**Exercise requirements**. Word for word, restate the line containing "Road topology of the street" and all the lines that come after it in the entries below. Include nothing from before it.

Stored data entries:
┄┄┄┄┄┄

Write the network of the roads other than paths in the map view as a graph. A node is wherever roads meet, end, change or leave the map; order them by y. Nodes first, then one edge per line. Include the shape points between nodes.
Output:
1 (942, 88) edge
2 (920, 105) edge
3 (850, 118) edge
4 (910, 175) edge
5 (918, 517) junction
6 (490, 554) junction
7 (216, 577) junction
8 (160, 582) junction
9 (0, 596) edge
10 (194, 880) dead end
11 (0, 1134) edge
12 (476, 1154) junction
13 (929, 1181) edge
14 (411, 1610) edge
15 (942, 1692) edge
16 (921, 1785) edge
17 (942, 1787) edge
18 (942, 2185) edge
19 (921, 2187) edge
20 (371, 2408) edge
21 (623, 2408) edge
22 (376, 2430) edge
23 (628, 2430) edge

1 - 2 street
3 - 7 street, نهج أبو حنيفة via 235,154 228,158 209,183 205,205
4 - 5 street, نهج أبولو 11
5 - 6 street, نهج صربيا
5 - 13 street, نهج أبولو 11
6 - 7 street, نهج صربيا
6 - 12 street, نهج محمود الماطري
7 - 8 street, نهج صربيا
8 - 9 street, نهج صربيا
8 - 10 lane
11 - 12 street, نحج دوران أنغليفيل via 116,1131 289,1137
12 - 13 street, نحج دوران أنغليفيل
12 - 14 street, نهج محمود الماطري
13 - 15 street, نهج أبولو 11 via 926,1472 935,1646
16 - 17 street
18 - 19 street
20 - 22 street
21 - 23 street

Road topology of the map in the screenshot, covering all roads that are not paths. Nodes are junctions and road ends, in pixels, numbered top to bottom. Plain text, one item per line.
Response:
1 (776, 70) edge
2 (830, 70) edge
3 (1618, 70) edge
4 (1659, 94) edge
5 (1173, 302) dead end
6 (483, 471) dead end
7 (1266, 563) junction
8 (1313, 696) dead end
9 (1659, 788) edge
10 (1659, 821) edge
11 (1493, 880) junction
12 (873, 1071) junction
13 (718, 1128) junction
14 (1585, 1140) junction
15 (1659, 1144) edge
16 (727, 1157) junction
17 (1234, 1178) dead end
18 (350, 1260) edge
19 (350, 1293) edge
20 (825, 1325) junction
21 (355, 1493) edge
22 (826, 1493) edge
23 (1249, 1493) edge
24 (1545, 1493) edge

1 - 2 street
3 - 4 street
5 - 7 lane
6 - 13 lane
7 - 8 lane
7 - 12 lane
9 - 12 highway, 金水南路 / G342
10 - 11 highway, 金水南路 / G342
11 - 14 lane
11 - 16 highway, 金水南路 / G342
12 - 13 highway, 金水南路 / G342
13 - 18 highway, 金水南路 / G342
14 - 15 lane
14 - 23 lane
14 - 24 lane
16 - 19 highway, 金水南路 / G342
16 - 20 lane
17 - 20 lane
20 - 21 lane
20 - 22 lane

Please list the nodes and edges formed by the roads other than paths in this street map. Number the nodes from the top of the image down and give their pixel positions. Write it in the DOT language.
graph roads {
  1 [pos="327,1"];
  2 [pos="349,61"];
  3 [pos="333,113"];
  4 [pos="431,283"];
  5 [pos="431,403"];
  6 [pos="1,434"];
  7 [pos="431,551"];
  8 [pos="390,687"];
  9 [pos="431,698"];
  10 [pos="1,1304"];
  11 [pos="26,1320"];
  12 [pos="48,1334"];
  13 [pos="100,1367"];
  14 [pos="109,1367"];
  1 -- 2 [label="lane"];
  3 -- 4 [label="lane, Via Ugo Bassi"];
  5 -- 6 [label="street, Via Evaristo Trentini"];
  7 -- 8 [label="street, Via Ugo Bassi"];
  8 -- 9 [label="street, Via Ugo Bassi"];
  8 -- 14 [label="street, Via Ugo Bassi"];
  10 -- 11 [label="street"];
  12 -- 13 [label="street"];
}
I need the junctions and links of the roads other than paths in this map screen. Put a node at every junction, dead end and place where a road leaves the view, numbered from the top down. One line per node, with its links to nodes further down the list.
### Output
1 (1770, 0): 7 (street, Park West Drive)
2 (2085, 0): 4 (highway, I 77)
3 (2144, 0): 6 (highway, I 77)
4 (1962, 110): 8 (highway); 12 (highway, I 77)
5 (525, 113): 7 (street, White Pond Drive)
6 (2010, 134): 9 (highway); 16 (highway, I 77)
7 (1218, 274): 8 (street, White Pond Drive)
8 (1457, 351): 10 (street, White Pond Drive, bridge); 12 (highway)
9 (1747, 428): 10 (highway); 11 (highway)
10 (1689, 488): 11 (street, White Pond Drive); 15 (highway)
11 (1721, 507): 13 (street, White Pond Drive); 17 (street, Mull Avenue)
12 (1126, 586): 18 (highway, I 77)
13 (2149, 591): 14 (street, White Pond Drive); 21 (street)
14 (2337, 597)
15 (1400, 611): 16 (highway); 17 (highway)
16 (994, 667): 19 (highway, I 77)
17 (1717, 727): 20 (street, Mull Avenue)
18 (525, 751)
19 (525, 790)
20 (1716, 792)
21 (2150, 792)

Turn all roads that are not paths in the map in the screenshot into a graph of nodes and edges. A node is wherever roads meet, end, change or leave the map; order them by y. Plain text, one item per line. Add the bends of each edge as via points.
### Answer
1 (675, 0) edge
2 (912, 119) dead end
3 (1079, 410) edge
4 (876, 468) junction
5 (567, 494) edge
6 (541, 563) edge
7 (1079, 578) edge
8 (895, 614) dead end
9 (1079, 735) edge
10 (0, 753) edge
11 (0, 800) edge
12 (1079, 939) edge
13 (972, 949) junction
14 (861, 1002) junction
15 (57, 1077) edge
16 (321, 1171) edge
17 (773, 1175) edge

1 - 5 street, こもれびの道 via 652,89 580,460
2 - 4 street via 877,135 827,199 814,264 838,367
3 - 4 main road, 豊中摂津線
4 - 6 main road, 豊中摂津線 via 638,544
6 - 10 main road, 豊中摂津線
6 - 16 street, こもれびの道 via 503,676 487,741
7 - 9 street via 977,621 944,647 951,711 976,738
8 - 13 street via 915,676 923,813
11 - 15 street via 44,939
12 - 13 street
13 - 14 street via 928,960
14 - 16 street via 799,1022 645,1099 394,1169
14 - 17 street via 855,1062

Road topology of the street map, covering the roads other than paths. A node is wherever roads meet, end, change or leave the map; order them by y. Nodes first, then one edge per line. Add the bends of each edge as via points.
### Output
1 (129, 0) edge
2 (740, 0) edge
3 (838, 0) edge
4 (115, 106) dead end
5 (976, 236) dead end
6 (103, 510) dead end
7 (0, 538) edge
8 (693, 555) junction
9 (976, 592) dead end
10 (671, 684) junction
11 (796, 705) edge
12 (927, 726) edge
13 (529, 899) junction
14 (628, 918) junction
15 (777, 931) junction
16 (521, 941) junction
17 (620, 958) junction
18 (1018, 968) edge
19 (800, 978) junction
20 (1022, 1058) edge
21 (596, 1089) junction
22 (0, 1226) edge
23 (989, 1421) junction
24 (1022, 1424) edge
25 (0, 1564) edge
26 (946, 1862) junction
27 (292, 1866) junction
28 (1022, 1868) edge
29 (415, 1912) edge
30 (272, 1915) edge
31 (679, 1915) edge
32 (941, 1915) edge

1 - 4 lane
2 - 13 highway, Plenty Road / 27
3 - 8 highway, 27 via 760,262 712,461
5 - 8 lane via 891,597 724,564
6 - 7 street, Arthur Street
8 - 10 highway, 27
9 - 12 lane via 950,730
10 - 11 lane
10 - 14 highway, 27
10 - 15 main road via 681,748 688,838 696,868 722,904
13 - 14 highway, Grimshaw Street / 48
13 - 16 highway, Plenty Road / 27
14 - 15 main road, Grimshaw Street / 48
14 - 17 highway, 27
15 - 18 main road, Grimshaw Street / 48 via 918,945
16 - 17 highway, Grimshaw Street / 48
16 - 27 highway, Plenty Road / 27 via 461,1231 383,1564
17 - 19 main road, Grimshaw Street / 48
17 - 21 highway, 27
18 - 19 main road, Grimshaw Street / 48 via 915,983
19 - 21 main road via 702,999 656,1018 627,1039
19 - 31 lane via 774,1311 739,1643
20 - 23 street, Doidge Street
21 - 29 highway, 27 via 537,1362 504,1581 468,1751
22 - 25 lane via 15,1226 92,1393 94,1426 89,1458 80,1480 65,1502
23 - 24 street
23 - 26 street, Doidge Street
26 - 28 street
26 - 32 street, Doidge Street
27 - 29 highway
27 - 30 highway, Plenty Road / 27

┄┄┄┄┄┄

**Solved problem**.
Road topology of the street map, covering the roads other than paths. A node is wherever roads meet, end, change or leave the map; order them by y. Nodes first, then one edge per line. Add the bends of each edge as via points.
### Output
1 (129, 0) edge
2 (740, 0) edge
3 (838, 0) edge
4 (115, 106) dead end
5 (976, 236) dead end
6 (103, 510) dead end
7 (0, 538) edge
8 (693, 555) junction
9 (976, 592) dead end
10 (671, 684) junction
11 (796, 705) edge
12 (927, 726) edge
13 (529, 899) junction
14 (628, 918) junction
15 (777, 931) junction
16 (521, 941) junction
17 (620, 958) junction
18 (1018, 968) edge
19 (800, 978) junction
20 (1022, 1058) edge
21 (596, 1089) junction
22 (0, 1226) edge
23 (989, 1421) junction
24 (1022, 1424) edge
25 (0, 1564) edge
26 (946, 1862) junction
27 (292, 1866) junction
28 (1022, 1868) edge
29 (415, 1912) edge
30 (272, 1915) edge
31 (679, 1915) edge
32 (941, 1915) edge

1 - 4 lane
2 - 13 highway, Plenty Road / 27
3 - 8 highway, 27 via 760,262 712,461
5 - 8 lane via 891,597 724,564
6 - 7 street, Arthur Street
8 - 10 highway, 27
9 - 12 lane via 950,730
10 - 11 lane
10 - 14 highway, 27
10 - 15 main road via 681,748 688,838 696,868 722,904
13 - 14 highway, Grimshaw Street / 48
13 - 16 highway, Plenty Road / 27
14 - 15 main road, Grimshaw Street / 48
14 - 17 highway, 27
15 - 18 main road, Grimshaw Street / 48 via 918,945
16 - 17 highway, Grimshaw Street / 48
16 - 27 highway, Plenty Road / 27 via 461,1231 383,1564
17 - 19 main road, Grimshaw Street / 48
17 - 21 highway, 27
18 - 19 main road, Grimshaw Street / 48 via 915,983
19 - 21 main road via 702,999 656,1018 627,1039
19 - 31 lane via 774,1311 739,1643
20 - 23 street, Doidge Street
21 - 29 highway, 27 via 537,1362 504,1581 468,1751
22 - 25 lane via 15,1226 92,1393 94,1426 89,1458 80,1480 65,1502
23 - 24 street
23 - 26 street, Doidge Street
26 - 28 street
26 - 32 street, Doidge Street
27 - 29 highway
27 - 30 highway, Plenty Road / 27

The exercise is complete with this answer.